McPhee’s profile, written for The New Yorker only a few months after Hoving took over at the Met, is, like another early piece on Bill Bradley, an affectionate look at a fellow Princetonian. It does not overlook its subject’s wild youth (including expulsion from Exeter for slugging a Latin teacher for only giving him an A-). But it also captures his lack of snobbishness and his longstanding cultivation of his powers of observations—honed at first in an unhappy stint at a clothing shop in his youth, where he sized up quickly the apparel and footwear tastes of prostitutes and gays, then later as a low-level curator for the Met in the late 1950s and early 1960s.

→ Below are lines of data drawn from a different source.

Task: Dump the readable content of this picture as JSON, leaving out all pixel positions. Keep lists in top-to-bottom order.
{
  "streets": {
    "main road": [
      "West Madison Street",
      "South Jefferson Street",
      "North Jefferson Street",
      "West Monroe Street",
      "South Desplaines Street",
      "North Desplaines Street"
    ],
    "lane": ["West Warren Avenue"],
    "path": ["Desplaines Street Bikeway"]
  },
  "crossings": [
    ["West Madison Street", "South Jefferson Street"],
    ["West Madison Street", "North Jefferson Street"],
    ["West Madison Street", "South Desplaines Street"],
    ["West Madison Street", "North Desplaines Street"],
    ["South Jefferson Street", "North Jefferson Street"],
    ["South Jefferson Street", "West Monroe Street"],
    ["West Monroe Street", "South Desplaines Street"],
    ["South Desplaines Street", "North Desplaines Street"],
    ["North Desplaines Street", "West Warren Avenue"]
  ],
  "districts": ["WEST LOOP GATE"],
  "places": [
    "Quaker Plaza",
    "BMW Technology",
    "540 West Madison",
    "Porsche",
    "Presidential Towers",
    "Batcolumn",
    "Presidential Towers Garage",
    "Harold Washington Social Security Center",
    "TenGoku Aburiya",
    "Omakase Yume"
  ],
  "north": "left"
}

Hoving was a curious figure who practiced his curiosity to the utmost, especially in his abiding interest in forgeries. His remarks to McPhee on the subject say much about the primary instrument for anyone involved in the study of art:
“Your eye is king. Get in touch with other scholars - everybody you think is expert . . . Learn the history of the piece - where it is from, what collections it has belonged to, all the information surrounding its discovery. Then get the work of art with you and live with it as long as you possibly can. You have to watch it. Watch it…. A work of art will grow the more it is with you. It will grow in stature, and fascinate you more and more. If it is a fake, it will eventually fall apart before your eyes like a piece of plaster."